__Work instruction__: Begin at the top of the records and copy each line exactly. The line containing "Write the network" is the last one to include.

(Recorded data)
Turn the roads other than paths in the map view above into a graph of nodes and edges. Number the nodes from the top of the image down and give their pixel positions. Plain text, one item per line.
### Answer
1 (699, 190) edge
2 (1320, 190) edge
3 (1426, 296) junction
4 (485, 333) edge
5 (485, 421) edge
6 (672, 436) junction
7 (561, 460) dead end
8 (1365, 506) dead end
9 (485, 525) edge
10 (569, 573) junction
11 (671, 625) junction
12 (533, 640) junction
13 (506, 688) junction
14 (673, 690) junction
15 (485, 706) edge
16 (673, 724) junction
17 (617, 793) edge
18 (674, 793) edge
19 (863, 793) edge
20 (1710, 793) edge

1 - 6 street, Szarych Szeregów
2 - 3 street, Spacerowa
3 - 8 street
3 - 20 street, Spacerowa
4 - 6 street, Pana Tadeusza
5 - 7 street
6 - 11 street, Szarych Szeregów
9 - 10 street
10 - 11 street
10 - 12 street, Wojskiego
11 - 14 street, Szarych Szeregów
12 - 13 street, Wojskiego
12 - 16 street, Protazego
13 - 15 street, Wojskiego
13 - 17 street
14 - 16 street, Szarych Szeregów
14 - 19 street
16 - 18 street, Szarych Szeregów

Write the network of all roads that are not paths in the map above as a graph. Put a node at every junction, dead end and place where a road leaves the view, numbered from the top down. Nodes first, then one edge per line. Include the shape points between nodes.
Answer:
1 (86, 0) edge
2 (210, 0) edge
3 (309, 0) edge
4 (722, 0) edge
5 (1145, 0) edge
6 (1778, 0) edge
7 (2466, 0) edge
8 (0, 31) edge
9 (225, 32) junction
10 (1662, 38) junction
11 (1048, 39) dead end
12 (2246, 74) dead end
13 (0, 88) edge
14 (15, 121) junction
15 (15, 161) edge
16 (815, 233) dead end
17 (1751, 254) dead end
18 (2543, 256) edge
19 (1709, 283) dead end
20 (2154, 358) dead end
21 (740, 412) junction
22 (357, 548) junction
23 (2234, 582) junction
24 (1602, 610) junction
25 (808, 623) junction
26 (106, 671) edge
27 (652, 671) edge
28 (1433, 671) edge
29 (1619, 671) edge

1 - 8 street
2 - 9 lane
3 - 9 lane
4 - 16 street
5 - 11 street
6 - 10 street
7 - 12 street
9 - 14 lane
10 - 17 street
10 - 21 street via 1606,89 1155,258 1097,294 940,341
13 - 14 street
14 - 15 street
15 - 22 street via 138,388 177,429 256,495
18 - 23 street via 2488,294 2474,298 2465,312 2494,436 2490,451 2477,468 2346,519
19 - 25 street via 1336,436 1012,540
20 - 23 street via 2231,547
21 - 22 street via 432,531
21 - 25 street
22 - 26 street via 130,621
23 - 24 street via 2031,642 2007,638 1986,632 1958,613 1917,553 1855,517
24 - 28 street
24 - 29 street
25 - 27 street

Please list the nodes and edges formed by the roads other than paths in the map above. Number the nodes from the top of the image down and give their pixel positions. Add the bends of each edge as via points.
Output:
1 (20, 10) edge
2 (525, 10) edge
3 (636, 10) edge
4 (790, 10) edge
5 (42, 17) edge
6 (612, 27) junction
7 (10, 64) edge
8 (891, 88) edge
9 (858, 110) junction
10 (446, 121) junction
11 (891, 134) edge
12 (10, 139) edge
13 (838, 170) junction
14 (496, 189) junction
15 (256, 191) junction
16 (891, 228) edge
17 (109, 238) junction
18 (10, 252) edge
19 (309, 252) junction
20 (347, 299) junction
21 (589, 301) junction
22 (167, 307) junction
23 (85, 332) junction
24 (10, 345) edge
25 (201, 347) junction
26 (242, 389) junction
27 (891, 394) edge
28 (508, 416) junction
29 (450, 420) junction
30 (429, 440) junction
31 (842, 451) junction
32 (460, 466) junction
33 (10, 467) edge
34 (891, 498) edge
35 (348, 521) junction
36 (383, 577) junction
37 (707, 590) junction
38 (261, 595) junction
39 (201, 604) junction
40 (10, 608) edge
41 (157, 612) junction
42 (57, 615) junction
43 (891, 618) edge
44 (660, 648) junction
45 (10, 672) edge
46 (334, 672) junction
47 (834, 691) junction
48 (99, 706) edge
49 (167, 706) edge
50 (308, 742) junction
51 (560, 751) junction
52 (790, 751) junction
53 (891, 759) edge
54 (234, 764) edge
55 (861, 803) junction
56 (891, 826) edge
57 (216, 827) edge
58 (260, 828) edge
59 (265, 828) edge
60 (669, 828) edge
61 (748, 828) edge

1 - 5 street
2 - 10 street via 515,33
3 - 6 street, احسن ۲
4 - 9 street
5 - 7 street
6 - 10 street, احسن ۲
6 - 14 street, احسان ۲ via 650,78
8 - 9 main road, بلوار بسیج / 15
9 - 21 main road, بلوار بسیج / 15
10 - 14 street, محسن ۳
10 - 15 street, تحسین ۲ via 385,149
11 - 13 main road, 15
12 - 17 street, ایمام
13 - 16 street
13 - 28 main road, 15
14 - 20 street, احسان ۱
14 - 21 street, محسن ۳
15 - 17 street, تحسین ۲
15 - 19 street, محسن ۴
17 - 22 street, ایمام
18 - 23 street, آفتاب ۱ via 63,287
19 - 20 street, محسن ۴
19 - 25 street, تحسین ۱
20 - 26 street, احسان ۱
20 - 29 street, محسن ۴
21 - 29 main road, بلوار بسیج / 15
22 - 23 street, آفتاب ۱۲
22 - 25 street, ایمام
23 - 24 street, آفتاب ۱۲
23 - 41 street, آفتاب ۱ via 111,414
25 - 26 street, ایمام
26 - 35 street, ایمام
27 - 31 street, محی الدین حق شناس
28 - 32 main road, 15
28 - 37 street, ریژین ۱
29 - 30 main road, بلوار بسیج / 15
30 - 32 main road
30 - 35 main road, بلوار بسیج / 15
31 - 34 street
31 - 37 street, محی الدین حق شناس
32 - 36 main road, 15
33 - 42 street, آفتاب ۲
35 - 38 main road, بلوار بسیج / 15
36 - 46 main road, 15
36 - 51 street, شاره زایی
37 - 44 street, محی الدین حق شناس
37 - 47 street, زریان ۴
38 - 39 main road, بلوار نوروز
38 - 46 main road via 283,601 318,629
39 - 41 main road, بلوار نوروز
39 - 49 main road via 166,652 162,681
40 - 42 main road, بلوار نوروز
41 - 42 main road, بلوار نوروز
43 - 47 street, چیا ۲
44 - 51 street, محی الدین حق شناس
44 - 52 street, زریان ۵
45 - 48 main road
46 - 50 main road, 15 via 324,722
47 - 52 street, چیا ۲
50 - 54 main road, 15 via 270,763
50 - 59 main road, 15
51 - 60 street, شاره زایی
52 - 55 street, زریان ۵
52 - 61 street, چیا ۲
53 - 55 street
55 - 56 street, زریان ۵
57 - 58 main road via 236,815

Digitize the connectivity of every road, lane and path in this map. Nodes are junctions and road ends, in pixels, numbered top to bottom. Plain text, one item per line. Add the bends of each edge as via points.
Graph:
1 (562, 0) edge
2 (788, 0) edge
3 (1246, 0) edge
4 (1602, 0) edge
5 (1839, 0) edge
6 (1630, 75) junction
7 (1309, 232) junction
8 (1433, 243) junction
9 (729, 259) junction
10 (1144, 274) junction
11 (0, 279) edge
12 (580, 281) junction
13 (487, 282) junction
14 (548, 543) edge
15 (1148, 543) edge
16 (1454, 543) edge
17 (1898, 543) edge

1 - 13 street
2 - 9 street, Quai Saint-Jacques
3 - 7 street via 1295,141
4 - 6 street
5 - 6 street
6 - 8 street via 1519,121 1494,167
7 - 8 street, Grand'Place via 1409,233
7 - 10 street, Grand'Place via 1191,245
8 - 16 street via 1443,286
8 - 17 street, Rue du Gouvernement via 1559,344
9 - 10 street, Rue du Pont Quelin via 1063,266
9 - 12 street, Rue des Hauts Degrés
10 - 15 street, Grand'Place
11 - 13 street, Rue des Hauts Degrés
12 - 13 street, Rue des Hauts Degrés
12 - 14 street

__Task output__:
Turn the roads other than paths in the map view above into a graph of nodes and edges. Number the nodes from the top of the image down and give their pixel positions. Plain text, one item per line.
### Answer
1 (699, 190) edge
2 (1320, 190) edge
3 (1426, 296) junction
4 (485, 333) edge
5 (485, 421) edge
6 (672, 436) junction
7 (561, 460) dead end
8 (1365, 506) dead end
9 (485, 525) edge
10 (569, 573) junction
11 (671, 625) junction
12 (533, 640) junction
13 (506, 688) junction
14 (673, 690) junction
15 (485, 706) edge
16 (673, 724) junction
17 (617, 793) edge
18 (674, 793) edge
19 (863, 793) edge
20 (1710, 793) edge

1 - 6 street, Szarych Szeregów
2 - 3 street, Spacerowa
3 - 8 street
3 - 20 street, Spacerowa
4 - 6 street, Pana Tadeusza
5 - 7 street
6 - 11 street, Szarych Szeregów
9 - 10 street
10 - 11 street
10 - 12 street, Wojskiego
11 - 14 street, Szarych Szeregów
12 - 13 street, Wojskiego
12 - 16 street, Protazego
13 - 15 street, Wojskiego
13 - 17 street
14 - 16 street, Szarych Szeregów
14 - 19 street
16 - 18 street, Szarych Szeregów

Write the network of all roads that are not paths in the map above as a graph. Put a node at every junction, dead end and place where a road leaves the view, numbered from the top down. Nodes first, then one edge per line. Include the shape points between nodes.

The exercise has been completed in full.